Patrick Barnert, CEO of Qumram, which won Best Compliance Solution in the 2017 FTF News Technology Innovation Awards competition, is urging compliance executives to move faster to secure and control digital channels.
(FTF News recently interviewed Patrick Barnert, CEO and member of the board of directors at Qumram, winner of the Best Compliance Solution award of the 2017 FTF News Technology Innovation Awards. Qumram’s offerings help firms gather cross-channel intelligence and comply with regulation affecting digital channels. In this Q&A, Barnert reviews important moments from last year and calls on chief compliance officers to move faster to secure digital channels: “Despite the upward spiral of digital business, and the increased demands this places on compliance, chief compliance officers are not acting quickly enough.”)
Q: How would you describe Qumram’s business philosophy?
A: At Qumram, we believe that financial institutions should be able to conduct business via digital channels, and to satisfy the engagement preferences of customers and employees, without fear of breaching regulatory requirements.
Digital business is becoming the norm in financial services, but for many firms the perceived risk of non-compliance can hinder digital transformation.
We also believe that RegTech (technology solutions that address regulatory compliance) can utilize the same data collected to ensure compliance, to bring great value to the business — improve customer experience, open new channels of communication (instant messaging apps and social media), and prevent fraud.
Q: Have digital interactions made regulatory compliance more difficult?
A: Yes. The volume of digital interactions has sky-rocketed; financial firms are now providing services that involve regular touch points with their customers.
Digital interactions come in many forms: websites, online banking portals, native mobile apps, third-party social media and fully-encrypted instant messaging apps, such as WhatsApp, WeChat and Facebook Messenger.
The technical and business challenge associated with engaging via these multiple channels, in a compliant manner, is exacerbated by the sheer volume of regulatory controls.

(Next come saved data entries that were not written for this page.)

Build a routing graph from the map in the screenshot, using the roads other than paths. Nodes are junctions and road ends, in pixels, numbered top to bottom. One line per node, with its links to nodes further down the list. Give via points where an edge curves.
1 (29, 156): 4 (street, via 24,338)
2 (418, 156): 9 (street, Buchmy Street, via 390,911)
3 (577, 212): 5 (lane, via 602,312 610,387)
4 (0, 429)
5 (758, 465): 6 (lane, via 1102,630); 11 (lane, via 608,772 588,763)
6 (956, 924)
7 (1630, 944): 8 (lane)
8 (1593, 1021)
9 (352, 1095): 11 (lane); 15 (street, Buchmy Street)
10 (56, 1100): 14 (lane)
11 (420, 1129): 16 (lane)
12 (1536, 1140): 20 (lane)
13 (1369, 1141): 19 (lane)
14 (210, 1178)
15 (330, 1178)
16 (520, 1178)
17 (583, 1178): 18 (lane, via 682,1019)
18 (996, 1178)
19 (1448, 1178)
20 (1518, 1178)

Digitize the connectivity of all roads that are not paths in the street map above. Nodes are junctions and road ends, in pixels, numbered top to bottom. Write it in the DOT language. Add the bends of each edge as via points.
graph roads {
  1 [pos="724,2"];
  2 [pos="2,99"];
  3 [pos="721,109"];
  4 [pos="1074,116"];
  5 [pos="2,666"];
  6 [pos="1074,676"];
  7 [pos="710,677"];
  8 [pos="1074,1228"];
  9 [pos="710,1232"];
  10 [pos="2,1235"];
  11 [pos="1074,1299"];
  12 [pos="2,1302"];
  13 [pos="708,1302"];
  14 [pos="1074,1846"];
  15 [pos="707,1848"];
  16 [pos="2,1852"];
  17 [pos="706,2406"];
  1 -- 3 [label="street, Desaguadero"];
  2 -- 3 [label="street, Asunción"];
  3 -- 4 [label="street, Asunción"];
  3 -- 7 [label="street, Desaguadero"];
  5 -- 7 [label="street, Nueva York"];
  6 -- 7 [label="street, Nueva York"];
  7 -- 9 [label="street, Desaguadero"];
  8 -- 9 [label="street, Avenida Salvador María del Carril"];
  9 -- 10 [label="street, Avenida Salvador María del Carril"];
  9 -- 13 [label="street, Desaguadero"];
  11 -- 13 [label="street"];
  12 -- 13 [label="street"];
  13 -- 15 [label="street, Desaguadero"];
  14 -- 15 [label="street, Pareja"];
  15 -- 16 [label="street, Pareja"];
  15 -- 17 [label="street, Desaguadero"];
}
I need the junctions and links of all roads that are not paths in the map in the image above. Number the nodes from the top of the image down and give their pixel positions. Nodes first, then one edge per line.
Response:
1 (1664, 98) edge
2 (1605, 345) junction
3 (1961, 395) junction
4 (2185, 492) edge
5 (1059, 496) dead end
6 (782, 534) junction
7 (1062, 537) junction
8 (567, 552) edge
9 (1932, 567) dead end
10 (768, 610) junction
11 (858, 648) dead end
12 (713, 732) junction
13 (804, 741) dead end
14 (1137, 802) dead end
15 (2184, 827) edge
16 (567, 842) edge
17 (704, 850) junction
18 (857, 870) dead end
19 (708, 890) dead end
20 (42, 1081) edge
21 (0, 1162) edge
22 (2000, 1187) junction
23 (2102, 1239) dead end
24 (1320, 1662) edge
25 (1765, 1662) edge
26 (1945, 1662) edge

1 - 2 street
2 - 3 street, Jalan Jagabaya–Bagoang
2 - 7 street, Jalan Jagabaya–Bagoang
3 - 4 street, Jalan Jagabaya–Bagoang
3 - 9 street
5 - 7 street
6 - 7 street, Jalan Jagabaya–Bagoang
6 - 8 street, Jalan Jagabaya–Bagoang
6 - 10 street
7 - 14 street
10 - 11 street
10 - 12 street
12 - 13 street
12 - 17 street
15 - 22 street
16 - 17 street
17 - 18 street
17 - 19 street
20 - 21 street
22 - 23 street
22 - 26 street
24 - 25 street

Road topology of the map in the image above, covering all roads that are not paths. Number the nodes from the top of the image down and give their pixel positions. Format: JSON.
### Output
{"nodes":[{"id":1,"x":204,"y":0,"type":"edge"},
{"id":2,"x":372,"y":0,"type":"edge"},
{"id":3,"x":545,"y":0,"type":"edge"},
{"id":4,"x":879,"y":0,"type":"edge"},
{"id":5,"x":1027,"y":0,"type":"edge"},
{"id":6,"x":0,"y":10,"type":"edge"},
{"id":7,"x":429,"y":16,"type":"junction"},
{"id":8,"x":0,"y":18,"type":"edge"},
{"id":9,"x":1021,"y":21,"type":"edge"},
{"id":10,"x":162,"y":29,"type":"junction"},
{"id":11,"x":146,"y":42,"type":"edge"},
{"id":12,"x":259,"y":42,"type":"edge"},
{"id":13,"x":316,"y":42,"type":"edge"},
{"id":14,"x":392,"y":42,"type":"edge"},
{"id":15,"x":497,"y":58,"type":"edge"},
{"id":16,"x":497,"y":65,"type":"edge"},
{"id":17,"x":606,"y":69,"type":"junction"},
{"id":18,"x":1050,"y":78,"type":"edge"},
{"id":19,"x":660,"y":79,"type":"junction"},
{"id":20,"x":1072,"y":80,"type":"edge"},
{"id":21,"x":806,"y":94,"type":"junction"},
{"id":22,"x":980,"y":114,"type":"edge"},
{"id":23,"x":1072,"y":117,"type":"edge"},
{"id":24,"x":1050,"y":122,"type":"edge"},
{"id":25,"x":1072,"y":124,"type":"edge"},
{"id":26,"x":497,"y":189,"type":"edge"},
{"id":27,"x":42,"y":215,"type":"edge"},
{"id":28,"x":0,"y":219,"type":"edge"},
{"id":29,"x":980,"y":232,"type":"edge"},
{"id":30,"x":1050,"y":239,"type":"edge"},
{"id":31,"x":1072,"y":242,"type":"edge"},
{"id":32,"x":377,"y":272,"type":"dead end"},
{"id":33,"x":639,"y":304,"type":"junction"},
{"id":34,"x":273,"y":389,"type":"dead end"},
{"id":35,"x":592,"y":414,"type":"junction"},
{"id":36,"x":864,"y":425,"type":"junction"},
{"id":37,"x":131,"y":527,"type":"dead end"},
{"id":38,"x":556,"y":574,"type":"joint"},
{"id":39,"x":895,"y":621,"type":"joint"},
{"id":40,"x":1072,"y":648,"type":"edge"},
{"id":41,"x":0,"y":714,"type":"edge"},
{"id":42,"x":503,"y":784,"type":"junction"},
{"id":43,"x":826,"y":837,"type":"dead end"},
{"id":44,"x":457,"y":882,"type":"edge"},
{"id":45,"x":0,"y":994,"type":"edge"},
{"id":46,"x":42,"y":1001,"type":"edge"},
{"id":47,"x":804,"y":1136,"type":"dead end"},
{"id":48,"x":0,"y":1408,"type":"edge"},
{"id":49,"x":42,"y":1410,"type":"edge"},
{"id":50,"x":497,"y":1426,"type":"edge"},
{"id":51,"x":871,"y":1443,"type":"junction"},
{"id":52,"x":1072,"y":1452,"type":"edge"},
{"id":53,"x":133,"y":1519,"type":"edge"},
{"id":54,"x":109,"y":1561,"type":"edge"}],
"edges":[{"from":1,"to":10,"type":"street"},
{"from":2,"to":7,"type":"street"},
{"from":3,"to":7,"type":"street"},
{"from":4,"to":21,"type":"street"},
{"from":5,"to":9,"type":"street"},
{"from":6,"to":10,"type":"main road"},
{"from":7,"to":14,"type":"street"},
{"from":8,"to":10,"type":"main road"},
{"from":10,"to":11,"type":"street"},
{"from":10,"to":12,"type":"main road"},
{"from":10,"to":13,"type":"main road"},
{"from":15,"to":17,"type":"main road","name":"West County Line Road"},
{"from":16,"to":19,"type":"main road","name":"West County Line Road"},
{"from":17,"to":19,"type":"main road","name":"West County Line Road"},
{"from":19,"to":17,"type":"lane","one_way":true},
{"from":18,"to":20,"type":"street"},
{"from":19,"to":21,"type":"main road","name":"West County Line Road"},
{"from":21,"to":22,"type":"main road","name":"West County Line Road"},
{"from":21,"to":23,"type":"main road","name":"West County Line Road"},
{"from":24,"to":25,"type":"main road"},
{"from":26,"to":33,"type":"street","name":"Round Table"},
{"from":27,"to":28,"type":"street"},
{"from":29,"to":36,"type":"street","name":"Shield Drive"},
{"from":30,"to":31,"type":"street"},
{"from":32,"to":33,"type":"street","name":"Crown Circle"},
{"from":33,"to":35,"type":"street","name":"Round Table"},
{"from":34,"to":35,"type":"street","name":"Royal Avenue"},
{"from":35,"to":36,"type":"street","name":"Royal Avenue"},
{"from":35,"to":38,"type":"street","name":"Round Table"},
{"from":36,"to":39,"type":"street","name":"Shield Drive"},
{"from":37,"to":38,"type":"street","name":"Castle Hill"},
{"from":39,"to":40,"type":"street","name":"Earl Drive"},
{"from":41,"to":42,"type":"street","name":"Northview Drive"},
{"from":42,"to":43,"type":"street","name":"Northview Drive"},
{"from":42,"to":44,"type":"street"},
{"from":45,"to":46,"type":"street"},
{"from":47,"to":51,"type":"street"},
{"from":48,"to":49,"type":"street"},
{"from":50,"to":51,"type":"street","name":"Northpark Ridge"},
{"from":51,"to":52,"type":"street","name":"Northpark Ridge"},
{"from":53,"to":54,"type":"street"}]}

New and innovative technology solutions are required to ensure compliance, because traditional manual processes and legacy technology platforms are ineffective and not scalable.
Q: What digital-related compliance issue surprises many firms?
A: The three primary aspects of digital compliance that surprise financial services customers are:
- Pace of change in customer demand for digital interactions. Many have been caught off guard by the rapid rise in customers wanting to communicate via WhatsApp, for example. Failure to adapt quickly puts these firms at a competitive disadvantage, and accelerates the need to record every client interaction to ensure compliance.
- Extent of digital channels governed by compliance. Many financial firms still believe that regulatory requirements for digital record-keeping are limited to voice, face-to-face meeting minutes, email interactions. They are not. Regulators require public websites, client portals, social media conversations and instant messaging chats to be recorded in exactly the same way.
- Compliance data can leverage value across the business (e.g. Marketing, Operations too). RegTech solutions like Qumram can be used to analyze customer behavior and experience, enhance customer service, and prevent internal and external fraud.
Q: What developments in 2016 helped Qumram distinguish itself against the competition?
A: In 2016, the use of modern digital channels in financial services rapidly increased.
Customers rarely visit branch offices anymore; many closed their doors by 2016.
Digital channels are utilized for 75 percent of all customer interactions; experts forecast this figure will rise to 95 percent by 2025.
The escalation of social media utilization, and especially fully-encrypted instant messaging tools such as WhatsApp and WeChat in financial services, is astonishing.
Given this trend, Qumram is ideally positioned to lead the field for digital interaction record-keeping. Our ability to capture digital interactions in real time, and replay them exactly as the customer or employee saw them is — in Gartner’s words — ‘unique.’
Q: Why is it important for Qumram to be open to third-party developers?
A: Speed matters in innovation. Return on investment matters to our customers.
By working with third-party developers, Qumram accelerates time to value. The rich, high-quality data that Qumram records, across all digital channels (web, mobile and social), is used by third parties to generate added value.
For example, Qumram is working with one third party to enable a private banking customer to analyze behavioral data captured by Qumram, and use the results to predict the next best action for relationship managers.
Q: What industry trends for 2017 and beyond are causing you the most concern?
A: Despite the upward spiral of digital business, and the increased demands this places on compliance, chief compliance officers are not acting quickly enough.
Those who sanction the use of digital channels are often utilizing their preferred approach of throwing people at manual compliance processes, to address digital compliance; this is not scalable and is proving very costly.
Others are simply prohibiting adoption of digital channels. While this clearly reduces the compliance risk, it will lead to disengaged customers, competitive disadvantage, high attrition rates, and lower revenues.
The digital revolution is customer-driven — financial firms led by compliance teams that veto digital interactions are introducing new business risk of the highest order.